» Exercise description: Here is a block of records. Copy every line in it that includes "mouth".

────────

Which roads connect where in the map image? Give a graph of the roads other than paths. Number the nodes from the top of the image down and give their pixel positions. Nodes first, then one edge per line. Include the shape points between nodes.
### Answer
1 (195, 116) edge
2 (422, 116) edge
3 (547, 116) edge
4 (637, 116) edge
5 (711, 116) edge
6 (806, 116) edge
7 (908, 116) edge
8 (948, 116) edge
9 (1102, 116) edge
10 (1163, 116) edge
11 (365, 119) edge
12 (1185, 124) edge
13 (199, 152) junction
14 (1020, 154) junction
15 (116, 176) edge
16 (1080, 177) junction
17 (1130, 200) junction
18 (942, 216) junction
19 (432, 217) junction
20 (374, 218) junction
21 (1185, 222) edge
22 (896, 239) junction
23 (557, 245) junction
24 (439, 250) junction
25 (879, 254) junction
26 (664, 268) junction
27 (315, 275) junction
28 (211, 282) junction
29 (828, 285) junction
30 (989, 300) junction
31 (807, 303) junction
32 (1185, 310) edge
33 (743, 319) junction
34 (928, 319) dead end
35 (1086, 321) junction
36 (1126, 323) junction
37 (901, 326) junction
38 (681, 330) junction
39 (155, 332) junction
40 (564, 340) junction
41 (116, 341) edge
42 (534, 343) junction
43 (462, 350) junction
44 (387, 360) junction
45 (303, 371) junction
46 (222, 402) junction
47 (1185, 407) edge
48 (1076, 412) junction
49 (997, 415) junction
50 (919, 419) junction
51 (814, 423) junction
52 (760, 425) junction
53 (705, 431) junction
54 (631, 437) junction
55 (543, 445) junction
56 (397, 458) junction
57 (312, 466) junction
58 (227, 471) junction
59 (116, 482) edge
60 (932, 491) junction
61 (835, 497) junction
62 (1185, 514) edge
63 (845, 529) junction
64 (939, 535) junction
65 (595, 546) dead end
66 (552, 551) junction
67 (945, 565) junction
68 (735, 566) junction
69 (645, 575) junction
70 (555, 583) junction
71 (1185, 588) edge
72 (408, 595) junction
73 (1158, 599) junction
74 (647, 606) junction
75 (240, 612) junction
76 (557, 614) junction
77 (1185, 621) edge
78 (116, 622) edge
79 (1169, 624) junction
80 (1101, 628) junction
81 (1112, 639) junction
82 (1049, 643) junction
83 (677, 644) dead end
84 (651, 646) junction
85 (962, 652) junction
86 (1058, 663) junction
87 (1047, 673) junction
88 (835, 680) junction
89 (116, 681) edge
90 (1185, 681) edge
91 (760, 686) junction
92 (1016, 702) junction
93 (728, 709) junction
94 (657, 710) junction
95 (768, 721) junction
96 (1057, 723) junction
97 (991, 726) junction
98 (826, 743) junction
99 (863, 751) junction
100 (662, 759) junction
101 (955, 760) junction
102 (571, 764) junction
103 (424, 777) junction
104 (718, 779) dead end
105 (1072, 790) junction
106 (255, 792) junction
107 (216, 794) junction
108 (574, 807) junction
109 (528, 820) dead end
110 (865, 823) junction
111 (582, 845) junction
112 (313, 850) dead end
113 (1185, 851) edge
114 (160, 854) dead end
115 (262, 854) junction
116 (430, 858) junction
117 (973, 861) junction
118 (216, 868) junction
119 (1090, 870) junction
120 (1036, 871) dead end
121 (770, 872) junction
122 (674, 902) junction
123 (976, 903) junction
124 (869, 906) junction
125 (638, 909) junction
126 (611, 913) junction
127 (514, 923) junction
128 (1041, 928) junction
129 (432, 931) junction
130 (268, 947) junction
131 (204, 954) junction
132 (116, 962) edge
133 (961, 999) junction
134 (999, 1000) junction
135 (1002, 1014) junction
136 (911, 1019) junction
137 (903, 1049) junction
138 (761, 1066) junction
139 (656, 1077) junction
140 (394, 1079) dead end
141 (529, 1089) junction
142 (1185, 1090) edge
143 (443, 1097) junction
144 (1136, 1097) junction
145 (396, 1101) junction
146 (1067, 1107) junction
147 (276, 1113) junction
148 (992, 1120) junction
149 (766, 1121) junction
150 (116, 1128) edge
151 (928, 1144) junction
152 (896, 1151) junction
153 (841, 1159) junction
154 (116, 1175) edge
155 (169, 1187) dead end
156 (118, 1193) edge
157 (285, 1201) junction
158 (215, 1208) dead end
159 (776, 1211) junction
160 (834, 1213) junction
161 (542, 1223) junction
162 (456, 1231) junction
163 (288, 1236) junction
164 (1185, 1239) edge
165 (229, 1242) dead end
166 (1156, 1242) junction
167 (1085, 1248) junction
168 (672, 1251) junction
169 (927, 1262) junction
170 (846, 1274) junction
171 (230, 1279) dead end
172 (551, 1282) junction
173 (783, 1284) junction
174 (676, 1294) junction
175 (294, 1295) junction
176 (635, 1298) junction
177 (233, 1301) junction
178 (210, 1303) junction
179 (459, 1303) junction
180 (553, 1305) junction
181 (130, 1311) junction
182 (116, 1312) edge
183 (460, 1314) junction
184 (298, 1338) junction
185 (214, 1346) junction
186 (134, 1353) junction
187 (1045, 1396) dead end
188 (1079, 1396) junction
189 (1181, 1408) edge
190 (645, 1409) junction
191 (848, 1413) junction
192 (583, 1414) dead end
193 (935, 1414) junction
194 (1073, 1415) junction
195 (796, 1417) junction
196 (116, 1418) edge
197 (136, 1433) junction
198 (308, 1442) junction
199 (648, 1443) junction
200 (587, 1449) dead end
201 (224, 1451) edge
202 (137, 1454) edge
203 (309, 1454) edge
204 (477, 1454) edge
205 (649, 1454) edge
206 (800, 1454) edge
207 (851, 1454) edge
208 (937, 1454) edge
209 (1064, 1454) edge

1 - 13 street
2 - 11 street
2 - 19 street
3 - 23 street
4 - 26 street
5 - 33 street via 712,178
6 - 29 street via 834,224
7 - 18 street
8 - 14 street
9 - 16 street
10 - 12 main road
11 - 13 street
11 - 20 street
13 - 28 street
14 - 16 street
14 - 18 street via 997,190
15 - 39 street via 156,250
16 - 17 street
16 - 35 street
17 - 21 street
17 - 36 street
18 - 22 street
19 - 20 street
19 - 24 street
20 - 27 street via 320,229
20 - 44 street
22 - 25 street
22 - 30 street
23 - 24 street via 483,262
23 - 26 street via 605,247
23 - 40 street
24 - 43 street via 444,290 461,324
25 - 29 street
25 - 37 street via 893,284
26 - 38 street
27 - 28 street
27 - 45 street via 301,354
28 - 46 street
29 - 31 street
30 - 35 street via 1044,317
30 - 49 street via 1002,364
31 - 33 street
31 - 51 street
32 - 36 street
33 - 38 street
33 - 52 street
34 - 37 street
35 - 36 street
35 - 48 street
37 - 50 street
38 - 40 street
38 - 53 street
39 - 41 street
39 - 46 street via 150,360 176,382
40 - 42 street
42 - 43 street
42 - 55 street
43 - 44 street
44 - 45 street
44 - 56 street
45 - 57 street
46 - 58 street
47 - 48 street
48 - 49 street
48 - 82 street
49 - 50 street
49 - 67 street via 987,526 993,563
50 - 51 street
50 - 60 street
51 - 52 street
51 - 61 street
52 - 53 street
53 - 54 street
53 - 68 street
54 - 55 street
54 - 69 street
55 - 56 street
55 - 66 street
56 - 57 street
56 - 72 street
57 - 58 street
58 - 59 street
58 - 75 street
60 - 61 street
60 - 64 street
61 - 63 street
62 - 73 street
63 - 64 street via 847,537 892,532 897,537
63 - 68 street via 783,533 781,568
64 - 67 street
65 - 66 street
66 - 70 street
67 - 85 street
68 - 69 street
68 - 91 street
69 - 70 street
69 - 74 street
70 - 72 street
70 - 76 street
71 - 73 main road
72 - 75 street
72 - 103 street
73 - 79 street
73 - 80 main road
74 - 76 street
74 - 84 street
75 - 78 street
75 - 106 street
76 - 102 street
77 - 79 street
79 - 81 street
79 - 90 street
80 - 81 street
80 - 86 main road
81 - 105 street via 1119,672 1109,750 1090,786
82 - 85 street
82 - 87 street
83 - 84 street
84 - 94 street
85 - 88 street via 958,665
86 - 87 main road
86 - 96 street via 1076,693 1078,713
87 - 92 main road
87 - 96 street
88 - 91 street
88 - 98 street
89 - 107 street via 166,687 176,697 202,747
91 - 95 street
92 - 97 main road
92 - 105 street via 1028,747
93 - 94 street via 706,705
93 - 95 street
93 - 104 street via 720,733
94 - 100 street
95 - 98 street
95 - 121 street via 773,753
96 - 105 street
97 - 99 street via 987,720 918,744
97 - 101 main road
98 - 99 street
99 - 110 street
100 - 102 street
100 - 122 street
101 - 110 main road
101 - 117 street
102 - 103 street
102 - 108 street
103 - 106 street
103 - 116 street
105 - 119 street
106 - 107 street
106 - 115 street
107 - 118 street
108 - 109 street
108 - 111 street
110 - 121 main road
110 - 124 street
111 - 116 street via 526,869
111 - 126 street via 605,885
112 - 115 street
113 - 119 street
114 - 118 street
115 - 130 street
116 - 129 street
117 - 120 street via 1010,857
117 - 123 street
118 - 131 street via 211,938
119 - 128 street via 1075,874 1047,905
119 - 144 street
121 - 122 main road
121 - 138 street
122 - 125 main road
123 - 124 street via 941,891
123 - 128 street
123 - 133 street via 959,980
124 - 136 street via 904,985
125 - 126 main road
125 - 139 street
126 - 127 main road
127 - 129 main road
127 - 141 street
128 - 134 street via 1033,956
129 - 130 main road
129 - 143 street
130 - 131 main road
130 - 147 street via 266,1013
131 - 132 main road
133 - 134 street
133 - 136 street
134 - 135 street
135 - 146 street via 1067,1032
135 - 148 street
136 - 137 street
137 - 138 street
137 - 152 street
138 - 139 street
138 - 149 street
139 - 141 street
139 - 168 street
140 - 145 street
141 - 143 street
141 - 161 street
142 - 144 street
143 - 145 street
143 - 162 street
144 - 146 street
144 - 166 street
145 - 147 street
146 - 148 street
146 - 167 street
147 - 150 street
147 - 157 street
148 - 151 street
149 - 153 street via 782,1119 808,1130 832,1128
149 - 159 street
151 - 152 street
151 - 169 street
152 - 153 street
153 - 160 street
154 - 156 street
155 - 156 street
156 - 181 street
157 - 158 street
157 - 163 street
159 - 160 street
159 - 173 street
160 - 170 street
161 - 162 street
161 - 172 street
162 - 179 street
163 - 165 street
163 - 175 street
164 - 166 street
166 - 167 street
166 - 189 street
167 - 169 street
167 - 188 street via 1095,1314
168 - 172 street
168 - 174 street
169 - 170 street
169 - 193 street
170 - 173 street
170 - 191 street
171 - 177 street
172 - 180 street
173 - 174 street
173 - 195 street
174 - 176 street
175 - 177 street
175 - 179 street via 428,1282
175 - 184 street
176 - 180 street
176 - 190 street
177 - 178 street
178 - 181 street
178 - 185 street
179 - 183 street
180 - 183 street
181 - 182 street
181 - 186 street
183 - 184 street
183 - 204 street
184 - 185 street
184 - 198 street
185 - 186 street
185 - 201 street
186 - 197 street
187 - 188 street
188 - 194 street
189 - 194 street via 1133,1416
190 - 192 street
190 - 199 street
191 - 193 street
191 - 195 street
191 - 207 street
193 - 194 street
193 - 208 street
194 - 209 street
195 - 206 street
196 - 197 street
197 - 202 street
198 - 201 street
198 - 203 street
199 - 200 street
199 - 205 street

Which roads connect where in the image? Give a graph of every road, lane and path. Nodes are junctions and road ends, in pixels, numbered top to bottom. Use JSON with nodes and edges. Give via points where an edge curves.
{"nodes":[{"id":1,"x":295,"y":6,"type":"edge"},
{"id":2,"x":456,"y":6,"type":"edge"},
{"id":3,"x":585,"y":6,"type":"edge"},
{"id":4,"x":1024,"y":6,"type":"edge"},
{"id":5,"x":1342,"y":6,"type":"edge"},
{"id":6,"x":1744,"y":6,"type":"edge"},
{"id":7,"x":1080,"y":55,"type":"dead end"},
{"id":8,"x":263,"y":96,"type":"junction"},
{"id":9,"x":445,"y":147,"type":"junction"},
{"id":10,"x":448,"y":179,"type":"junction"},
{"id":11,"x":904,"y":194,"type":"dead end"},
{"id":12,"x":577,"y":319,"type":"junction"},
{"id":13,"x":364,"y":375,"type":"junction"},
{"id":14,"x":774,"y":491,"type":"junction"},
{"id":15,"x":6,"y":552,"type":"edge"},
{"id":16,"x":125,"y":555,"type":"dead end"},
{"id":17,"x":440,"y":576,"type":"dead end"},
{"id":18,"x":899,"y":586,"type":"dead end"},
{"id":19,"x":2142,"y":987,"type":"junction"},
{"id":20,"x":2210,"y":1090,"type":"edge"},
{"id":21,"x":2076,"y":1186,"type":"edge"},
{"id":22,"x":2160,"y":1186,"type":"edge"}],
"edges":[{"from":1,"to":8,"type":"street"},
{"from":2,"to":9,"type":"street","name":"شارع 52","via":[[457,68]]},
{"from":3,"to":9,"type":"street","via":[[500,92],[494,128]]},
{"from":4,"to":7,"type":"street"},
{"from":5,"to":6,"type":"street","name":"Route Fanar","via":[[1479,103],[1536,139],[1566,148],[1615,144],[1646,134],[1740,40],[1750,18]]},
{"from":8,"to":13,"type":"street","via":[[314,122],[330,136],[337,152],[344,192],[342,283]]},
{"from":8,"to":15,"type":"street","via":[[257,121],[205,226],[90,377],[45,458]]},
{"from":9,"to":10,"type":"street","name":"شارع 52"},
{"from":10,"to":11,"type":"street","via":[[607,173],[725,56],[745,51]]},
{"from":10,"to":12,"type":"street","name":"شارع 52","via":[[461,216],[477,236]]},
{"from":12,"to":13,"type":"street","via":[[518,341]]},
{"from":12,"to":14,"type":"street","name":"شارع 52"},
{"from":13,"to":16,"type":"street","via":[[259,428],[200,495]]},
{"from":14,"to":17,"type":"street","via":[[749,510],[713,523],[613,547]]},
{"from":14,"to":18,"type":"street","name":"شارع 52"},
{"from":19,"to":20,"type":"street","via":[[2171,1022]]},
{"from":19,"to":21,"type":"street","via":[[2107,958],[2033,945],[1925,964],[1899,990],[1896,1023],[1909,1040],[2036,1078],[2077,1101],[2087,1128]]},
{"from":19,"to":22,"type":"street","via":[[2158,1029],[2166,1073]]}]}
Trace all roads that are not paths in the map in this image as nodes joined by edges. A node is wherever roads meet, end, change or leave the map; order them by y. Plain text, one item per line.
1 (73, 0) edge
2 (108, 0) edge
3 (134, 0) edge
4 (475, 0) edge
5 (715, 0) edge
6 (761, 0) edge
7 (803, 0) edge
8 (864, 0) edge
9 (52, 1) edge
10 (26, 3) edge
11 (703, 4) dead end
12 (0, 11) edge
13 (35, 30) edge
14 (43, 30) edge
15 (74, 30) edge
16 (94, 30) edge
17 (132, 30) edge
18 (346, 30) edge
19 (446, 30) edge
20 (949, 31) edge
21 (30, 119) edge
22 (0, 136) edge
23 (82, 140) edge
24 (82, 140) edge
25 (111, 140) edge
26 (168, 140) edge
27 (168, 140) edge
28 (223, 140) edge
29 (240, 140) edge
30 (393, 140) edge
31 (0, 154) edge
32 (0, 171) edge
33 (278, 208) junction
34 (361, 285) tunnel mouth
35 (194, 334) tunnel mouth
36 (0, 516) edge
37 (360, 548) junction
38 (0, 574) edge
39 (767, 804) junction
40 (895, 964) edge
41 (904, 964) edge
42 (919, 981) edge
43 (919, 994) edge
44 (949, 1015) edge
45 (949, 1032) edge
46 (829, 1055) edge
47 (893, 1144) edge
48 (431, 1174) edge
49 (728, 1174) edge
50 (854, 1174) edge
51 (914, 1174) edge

────────

» Exercise solution:
34 (361, 285) tunnel mouth
35 (194, 334) tunnel mouth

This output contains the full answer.